Terrible Fantasy Book Covers -- (First, serious warning. Look, but don't post. This is the deep end of the internet. They will troll you at the slightest provocation, and like any long standing internet message board, they have their own ways of discussing things and treating outsiders. Just go look, but don't post, unless you want to spend a lot of time there learning the lay of the land. Also, they have cussing and aren't always politically correct.)
What I like about this particular message thread, is that they show the extreme variations that covers have taken through time (thank god I am not in the 70s!) and that they do now with different editions. It is worth noting that authors have as much choice over their covers as the man in the moon. (You all are going to love how oblique I am here, as I don't want to name names, authors, or books. Sorry, please roll with it.) I was at a bookstore once with an editor friend of mine, and he commented about how a publisher was repositioning a book that was there. I'd seen it, but hadn't really registered it...because in a way, that book wasn't "one of the books I look for". Somewhere inside I'd ingrained that books that looked like that one were not meant for my reading tastes. Upon closer inspection, I realized I'd actually read that book -- when it'd had a different cover. They'd reissued it to make it look more similar to more popular books -- and it wasn't a lie, really, because the book did juggle more than one theme, both covers were appropriate, they just skewed towards different market segments.
This is something I'm sort of having to grasp now. (Actually, I realized it this morning, when I got to pick out a punchy Threadless.com graphic tee to wear and not something more business casual that I own none of and really need to buy before I start going to romance conventions. Note: no matter how popular I get (someday, pretty please!) you will have to pry my Muse concert t-shirts from my cold, dead fingers.) I'm so so so so so used to going to science fiction and fantasy conventions, Worldcons, World Fantasy cons, local cons, anime cons, comic cons, etc. I know how to swim pretty well in that environment. But seeing those German covers punched home what my agent and editor had been telling me (via encouraging me to go to romance conventions)... that my book is, actually, to some degree, no matter how much I hesitate to think of it as that because it wasn't what I started out writing but yes, it is there...a romance.
I'm not disappointed in the least by that -- genuine emotional connection and realistic characters are what I was aiming for all along, and they're the hallmark of a good romance novel. It's just weird. I have to readjust. And in some ways, reboot my view of myself and my writing career over. I don't mind it...but when I started writing 15 years and 9 (unpublished) books ago, it wasn't where I expected to be now. When I started, I really thought I was going to be the next David Eddings ;). (In my defense, I was 14.)

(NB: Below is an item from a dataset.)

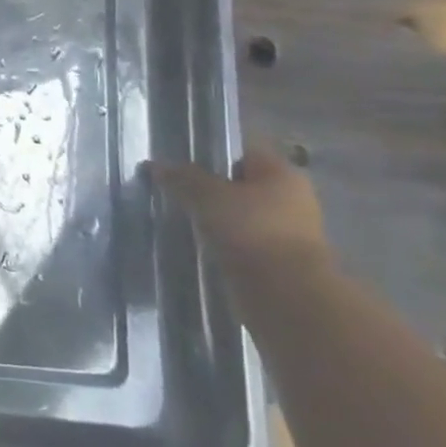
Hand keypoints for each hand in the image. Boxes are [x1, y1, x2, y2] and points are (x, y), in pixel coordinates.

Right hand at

Anyhow, this ties in to some recent thoughts I've had about the nature of the female narrative and how women learn to write from what they read, what you're exposed to, and then you find your own path about where you want to go, and write what's meaningful to you -- but that's going to be a much larger post, probably later this week.
Right now, I'm just baffled that I'm kind of sort of a romance writer. And I'm liking it.